**What is expected**
Would you repeat each line below exactly, without the pictures?

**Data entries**
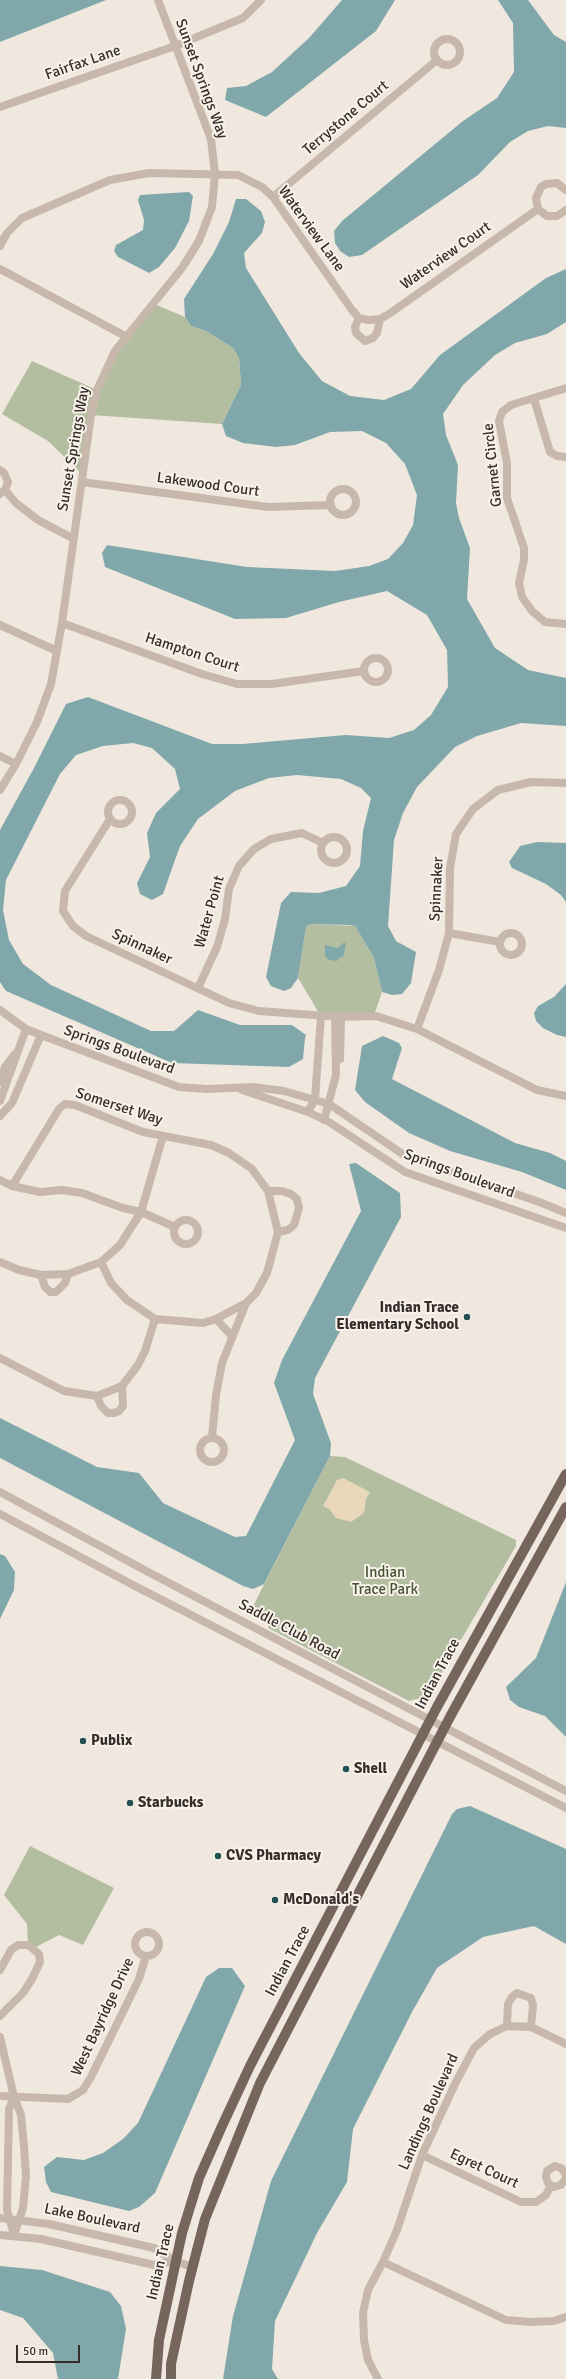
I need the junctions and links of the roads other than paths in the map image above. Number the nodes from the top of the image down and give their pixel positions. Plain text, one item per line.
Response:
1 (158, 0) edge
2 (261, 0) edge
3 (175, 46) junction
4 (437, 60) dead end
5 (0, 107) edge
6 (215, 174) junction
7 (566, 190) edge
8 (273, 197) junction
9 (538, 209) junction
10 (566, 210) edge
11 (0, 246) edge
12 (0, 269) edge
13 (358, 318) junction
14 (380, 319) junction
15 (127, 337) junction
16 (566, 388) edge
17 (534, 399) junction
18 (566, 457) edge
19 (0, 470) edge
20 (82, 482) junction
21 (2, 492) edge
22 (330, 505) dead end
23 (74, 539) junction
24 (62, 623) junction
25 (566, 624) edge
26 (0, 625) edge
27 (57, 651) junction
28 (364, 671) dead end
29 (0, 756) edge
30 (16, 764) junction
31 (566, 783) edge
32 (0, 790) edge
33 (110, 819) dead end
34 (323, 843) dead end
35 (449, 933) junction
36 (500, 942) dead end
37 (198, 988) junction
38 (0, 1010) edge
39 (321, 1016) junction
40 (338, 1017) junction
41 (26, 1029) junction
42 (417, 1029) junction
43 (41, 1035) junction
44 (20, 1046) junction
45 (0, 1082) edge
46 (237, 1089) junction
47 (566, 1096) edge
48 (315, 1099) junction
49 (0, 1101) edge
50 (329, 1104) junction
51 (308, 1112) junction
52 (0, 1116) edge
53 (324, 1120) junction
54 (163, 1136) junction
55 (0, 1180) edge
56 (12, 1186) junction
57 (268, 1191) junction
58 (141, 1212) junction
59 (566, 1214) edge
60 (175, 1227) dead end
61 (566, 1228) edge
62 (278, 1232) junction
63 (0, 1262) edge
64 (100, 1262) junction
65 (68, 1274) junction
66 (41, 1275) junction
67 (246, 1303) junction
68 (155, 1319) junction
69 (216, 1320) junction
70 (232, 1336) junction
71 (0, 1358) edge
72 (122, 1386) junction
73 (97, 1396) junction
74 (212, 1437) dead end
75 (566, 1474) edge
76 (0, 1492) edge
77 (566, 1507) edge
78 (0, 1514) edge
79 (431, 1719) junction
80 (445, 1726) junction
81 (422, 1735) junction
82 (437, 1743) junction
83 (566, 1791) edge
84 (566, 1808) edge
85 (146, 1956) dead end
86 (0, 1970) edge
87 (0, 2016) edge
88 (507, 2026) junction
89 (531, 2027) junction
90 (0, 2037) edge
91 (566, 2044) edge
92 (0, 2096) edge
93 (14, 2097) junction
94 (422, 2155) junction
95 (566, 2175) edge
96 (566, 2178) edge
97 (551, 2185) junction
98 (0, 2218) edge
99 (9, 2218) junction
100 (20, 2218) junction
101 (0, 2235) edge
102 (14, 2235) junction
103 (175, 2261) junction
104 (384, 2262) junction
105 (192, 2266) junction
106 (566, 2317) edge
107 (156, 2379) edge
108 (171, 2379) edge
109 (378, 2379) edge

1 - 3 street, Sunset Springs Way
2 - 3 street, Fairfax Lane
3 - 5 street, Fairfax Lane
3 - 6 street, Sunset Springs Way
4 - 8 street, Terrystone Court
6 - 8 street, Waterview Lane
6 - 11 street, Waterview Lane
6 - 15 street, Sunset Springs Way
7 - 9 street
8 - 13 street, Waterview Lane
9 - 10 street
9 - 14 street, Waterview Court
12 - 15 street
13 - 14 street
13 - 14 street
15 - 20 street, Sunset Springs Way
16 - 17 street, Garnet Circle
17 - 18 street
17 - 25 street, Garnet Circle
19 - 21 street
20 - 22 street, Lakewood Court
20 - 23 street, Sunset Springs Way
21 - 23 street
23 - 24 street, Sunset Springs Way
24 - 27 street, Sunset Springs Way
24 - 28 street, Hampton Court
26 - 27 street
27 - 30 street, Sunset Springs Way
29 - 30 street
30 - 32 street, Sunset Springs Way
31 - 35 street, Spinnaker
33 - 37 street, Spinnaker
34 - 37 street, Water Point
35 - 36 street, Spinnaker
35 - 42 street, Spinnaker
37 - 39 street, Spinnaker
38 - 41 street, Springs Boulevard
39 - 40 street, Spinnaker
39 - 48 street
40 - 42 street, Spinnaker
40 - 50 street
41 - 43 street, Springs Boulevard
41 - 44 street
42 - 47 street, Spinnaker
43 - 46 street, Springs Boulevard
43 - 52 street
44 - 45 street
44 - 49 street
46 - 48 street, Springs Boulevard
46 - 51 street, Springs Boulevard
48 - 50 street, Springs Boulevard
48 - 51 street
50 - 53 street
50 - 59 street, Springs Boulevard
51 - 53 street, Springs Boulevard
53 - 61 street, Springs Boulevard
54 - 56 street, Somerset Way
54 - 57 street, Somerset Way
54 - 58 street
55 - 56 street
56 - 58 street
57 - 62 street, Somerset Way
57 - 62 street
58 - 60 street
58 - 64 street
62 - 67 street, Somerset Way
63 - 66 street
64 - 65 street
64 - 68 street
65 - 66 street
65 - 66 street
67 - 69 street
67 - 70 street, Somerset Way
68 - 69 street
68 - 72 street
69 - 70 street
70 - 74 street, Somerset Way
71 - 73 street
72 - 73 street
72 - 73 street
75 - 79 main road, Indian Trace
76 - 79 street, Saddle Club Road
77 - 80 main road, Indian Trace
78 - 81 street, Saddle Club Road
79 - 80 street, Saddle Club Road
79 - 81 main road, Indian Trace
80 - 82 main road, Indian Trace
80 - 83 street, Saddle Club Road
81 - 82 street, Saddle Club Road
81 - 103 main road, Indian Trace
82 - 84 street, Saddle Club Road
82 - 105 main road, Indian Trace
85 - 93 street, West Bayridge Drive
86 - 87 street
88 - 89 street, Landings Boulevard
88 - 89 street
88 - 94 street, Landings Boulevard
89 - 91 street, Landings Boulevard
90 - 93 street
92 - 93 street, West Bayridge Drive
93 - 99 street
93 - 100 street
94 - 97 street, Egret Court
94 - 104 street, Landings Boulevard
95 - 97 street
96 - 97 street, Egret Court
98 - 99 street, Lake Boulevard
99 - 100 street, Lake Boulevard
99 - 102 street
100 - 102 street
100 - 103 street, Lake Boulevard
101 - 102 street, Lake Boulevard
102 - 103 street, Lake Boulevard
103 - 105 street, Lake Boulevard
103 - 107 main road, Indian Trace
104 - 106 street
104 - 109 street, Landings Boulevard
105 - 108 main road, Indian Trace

**Your solution**
I need the junctions and links of the roads other than paths in the map image above. Number the nodes from the top of the image down and give their pixel positions. Plain text, one item per line.
Response:
1 (158, 0) edge
2 (261, 0) edge
3 (175, 46) junction
4 (437, 60) dead end
5 (0, 107) edge
6 (215, 174) junction
7 (566, 190) edge
8 (273, 197) junction
9 (538, 209) junction
10 (566, 210) edge
11 (0, 246) edge
12 (0, 269) edge
13 (358, 318) junction
14 (380, 319) junction
15 (127, 337) junction
16 (566, 388) edge
17 (534, 399) junction
18 (566, 457) edge
19 (0, 470) edge
20 (82, 482) junction
21 (2, 492) edge
22 (330, 505) dead end
23 (74, 539) junction
24 (62, 623) junction
25 (566, 624) edge
26 (0, 625) edge
27 (57, 651) junction
28 (364, 671) dead end
29 (0, 756) edge
30 (16, 764) junction
31 (566, 783) edge
32 (0, 790) edge
33 (110, 819) dead end
34 (323, 843) dead end
35 (449, 933) junction
36 (500, 942) dead end
37 (198, 988) junction
38 (0, 1010) edge
39 (321, 1016) junction
40 (338, 1017) junction
41 (26, 1029) junction
42 (417, 1029) junction
43 (41, 1035) junction
44 (20, 1046) junction
45 (0, 1082) edge
46 (237, 1089) junction
47 (566, 1096) edge
48 (315, 1099) junction
49 (0, 1101) edge
50 (329, 1104) junction
51 (308, 1112) junction
52 (0, 1116) edge
53 (324, 1120) junction
54 (163, 1136) junction
55 (0, 1180) edge
56 (12, 1186) junction
57 (268, 1191) junction
58 (141, 1212) junction
59 (566, 1214) edge
60 (175, 1227) dead end
61 (566, 1228) edge
62 (278, 1232) junction
63 (0, 1262) edge
64 (100, 1262) junction
65 (68, 1274) junction
66 (41, 1275) junction
67 (246, 1303) junction
68 (155, 1319) junction
69 (216, 1320) junction
70 (232, 1336) junction
71 (0, 1358) edge
72 (122, 1386) junction
73 (97, 1396) junction
74 (212, 1437) dead end
75 (566, 1474) edge
76 (0, 1492) edge
77 (566, 1507) edge
78 (0, 1514) edge
79 (431, 1719) junction
80 (445, 1726) junction
81 (422, 1735) junction
82 (437, 1743) junction
83 (566, 1791) edge
84 (566, 1808) edge
85 (146, 1956) dead end
86 (0, 1970) edge
87 (0, 2016) edge
88 (507, 2026) junction
89 (531, 2027) junction
90 (0, 2037) edge
91 (566, 2044) edge
92 (0, 2096) edge
93 (14, 2097) junction
94 (422, 2155) junction
95 (566, 2175) edge
96 (566, 2178) edge
97 (551, 2185) junction
98 (0, 2218) edge
99 (9, 2218) junction
100 (20, 2218) junction
101 (0, 2235) edge
102 (14, 2235) junction
103 (175, 2261) junction
104 (384, 2262) junction
105 (192, 2266) junction
106 (566, 2317) edge
107 (156, 2379) edge
108 (171, 2379) edge
109 (378, 2379) edge

1 - 3 street, Sunset Springs Way
2 - 3 street, Fairfax Lane
3 - 5 street, Fairfax Lane
3 - 6 street, Sunset Springs Way
4 - 8 street, Terrystone Court
6 - 8 street, Waterview Lane
6 - 11 street, Waterview Lane
6 - 15 street, Sunset Springs Way
7 - 9 street
8 - 13 street, Waterview Lane
9 - 10 street
9 - 14 street, Waterview Court
12 - 15 street
13 - 14 street
13 - 14 street
15 - 20 street, Sunset Springs Way
16 - 17 street, Garnet Circle
17 - 18 street
17 - 25 street, Garnet Circle
19 - 21 street
20 - 22 street, Lakewood Court
20 - 23 street, Sunset Springs Way
21 - 23 street
23 - 24 street, Sunset Springs Way
24 - 27 street, Sunset Springs Way
24 - 28 street, Hampton Court
26 - 27 street
27 - 30 street, Sunset Springs Way
29 - 30 street
30 - 32 street, Sunset Springs Way
31 - 35 street, Spinnaker
33 - 37 street, Spinnaker
34 - 37 street, Water Point
35 - 36 street, Spinnaker
35 - 42 street, Spinnaker
37 - 39 street, Spinnaker
38 - 41 street, Springs Boulevard
39 - 40 street, Spinnaker
39 - 48 street
40 - 42 street, Spinnaker
40 - 50 street
41 - 43 street, Springs Boulevard
41 - 44 street
42 - 47 street, Spinnaker
43 - 46 street, Springs Boulevard
43 - 52 street
44 - 45 street
44 - 49 street
46 - 48 street, Springs Boulevard
46 - 51 street, Springs Boulevard
48 - 50 street, Springs Boulevard
48 - 51 street
50 - 53 street
50 - 59 street, Springs Boulevard
51 - 53 street, Springs Boulevard
53 - 61 street, Springs Boulevard
54 - 56 street, Somerset Way
54 - 57 street, Somerset Way
54 - 58 street
55 - 56 street
56 - 58 street
57 - 62 street, Somerset Way
57 - 62 street
58 - 60 street
58 - 64 street
62 - 67 street, Somerset Way
63 - 66 street
64 - 65 street
64 - 68 street
65 - 66 street
65 - 66 street
67 - 69 street
67 - 70 street, Somerset Way
68 - 69 street
68 - 72 street
69 - 70 street
70 - 74 street, Somerset Way
71 - 73 street
72 - 73 street
72 - 73 street
75 - 79 main road, Indian Trace
76 - 79 street, Saddle Club Road
77 - 80 main road, Indian Trace
78 - 81 street, Saddle Club Road
79 - 80 street, Saddle Club Road
79 - 81 main road, Indian Trace
80 - 82 main road, Indian Trace
80 - 83 street, Saddle Club Road
81 - 82 street, Saddle Club Road
81 - 103 main road, Indian Trace
82 - 84 street, Saddle Club Road
82 - 105 main road, Indian Trace
85 - 93 street, West Bayridge Drive
86 - 87 street
88 - 89 street, Landings Boulevard
88 - 89 street
88 - 94 street, Landings Boulevard
89 - 91 street, Landings Boulevard
90 - 93 street
92 - 93 street, West Bayridge Drive
93 - 99 street
93 - 100 street
94 - 97 street, Egret Court
94 - 104 street, Landings Boulevard
95 - 97 street
96 - 97 street, Egret Court
98 - 99 street, Lake Boulevard
99 - 100 street, Lake Boulevard
99 - 102 street
100 - 102 street
100 - 103 street, Lake Boulevard
101 - 102 street, Lake Boulevard
102 - 103 street, Lake Boulevard
103 - 105 street, Lake Boulevard
103 - 107 main road, Indian Trace
104 - 106 street
104 - 109 street, Landings Boulevard
105 - 108 main road, Indian Trace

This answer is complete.